(Stored data)
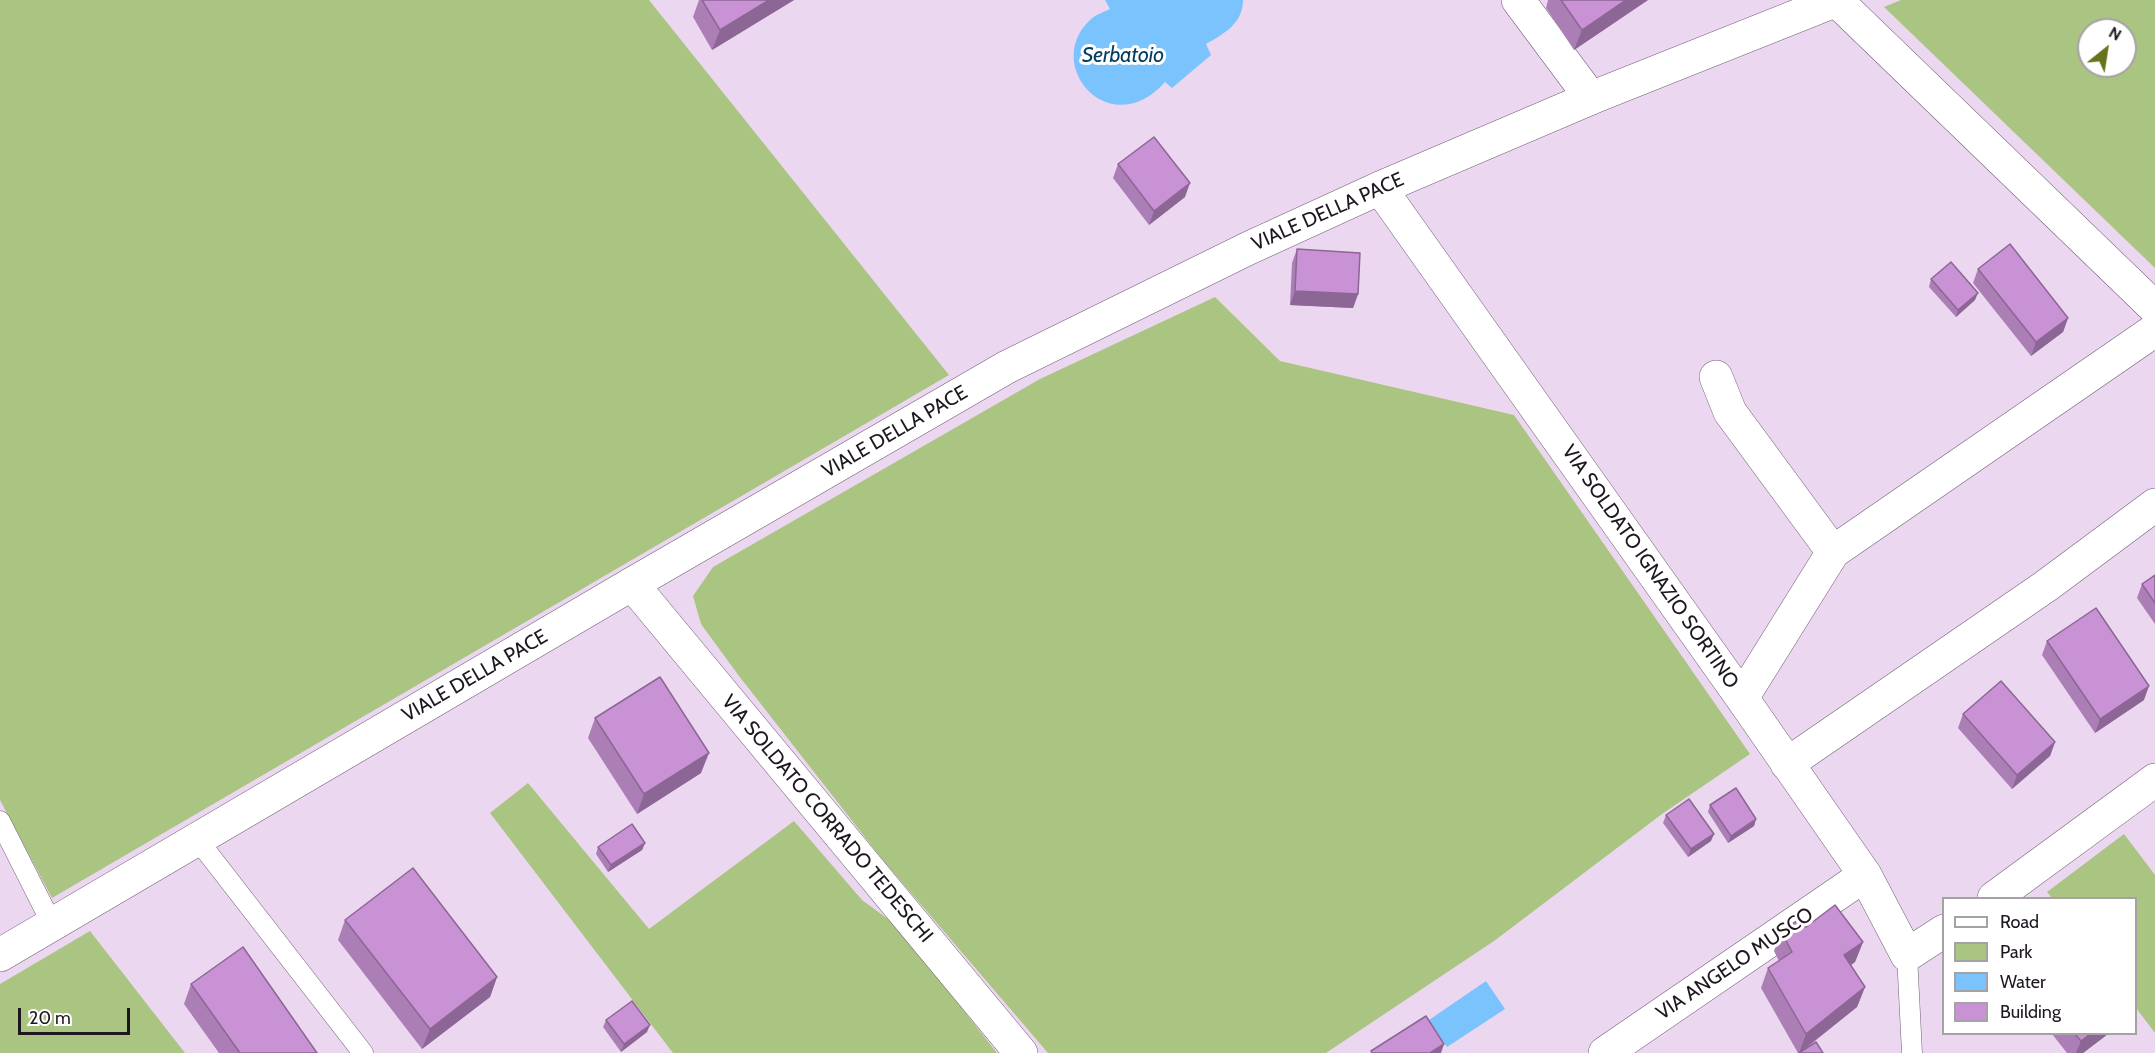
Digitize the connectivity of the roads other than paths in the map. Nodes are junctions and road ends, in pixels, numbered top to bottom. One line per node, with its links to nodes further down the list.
1 (1518, 0): 3 (street)
2 (1836, 0): 3 (street, VIALE DELLA PACE); 5 (street)
3 (1591, 98): 4 (street, VIALE DELLA PACE)
4 (1380, 188): 10 (street, VIALE DELLA PACE); 11 (street, VIA SOLDATO IGNAZIO SORTINO)
5 (2155, 308)
6 (2155, 330): 9 (street)
7 (1716, 377): 9 (street)
8 (2155, 505): 12 (street)
9 (1833, 552): 11 (street)
10 (632, 584): 15 (street, VIALE DELLA PACE); 23 (street, VIA SOLDATO CORRADO TEDESCHI)
11 (1742, 698): 12 (street, VIA SOLDATO IGNAZIO SORTINO)
12 (1787, 764): 16 (street, VIA SOLDATO IGNAZIO SORTINO)
13 (2155, 780): 17 (street)
14 (0, 821): 18 (lane)
15 (197, 839): 18 (street, VIALE DELLA PACE); 22 (lane)
16 (1865, 875): 21 (street, VIA SOLDATO IGNAZIO SORTINO); 24 (street, VIA ANGELO MUSCO)
17 (1995, 897)
18 (52, 924): 20 (street, VIALE DELLA PACE)
19 (1942, 932): 21 (street)
20 (0, 955)
21 (1907, 955): 25 (lane)
22 (363, 1053)
23 (1021, 1053)
24 (1605, 1053)
25 (1911, 1053)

* _Your task_
Reproduce the data above exactly, leaving each picture out.

* _Output for this task_
Digitize the connectivity of the roads other than paths in the map. Nodes are junctions and road ends, in pixels, numbered top to bottom. One line per node, with its links to nodes further down the list.
1 (1518, 0): 3 (street)
2 (1836, 0): 3 (street, VIALE DELLA PACE); 5 (street)
3 (1591, 98): 4 (street, VIALE DELLA PACE)
4 (1380, 188): 10 (street, VIALE DELLA PACE); 11 (street, VIA SOLDATO IGNAZIO SORTINO)
5 (2155, 308)
6 (2155, 330): 9 (street)
7 (1716, 377): 9 (street)
8 (2155, 505): 12 (street)
9 (1833, 552): 11 (street)
10 (632, 584): 15 (street, VIALE DELLA PACE); 23 (street, VIA SOLDATO CORRADO TEDESCHI)
11 (1742, 698): 12 (street, VIA SOLDATO IGNAZIO SORTINO)
12 (1787, 764): 16 (street, VIA SOLDATO IGNAZIO SORTINO)
13 (2155, 780): 17 (street)
14 (0, 821): 18 (lane)
15 (197, 839): 18 (street, VIALE DELLA PACE); 22 (lane)
16 (1865, 875): 21 (street, VIA SOLDATO IGNAZIO SORTINO); 24 (street, VIA ANGELO MUSCO)
17 (1995, 897)
18 (52, 924): 20 (street, VIALE DELLA PACE)
19 (1942, 932): 21 (street)
20 (0, 955)
21 (1907, 955): 25 (lane)
22 (363, 1053)
23 (1021, 1053)
24 (1605, 1053)
25 (1911, 1053)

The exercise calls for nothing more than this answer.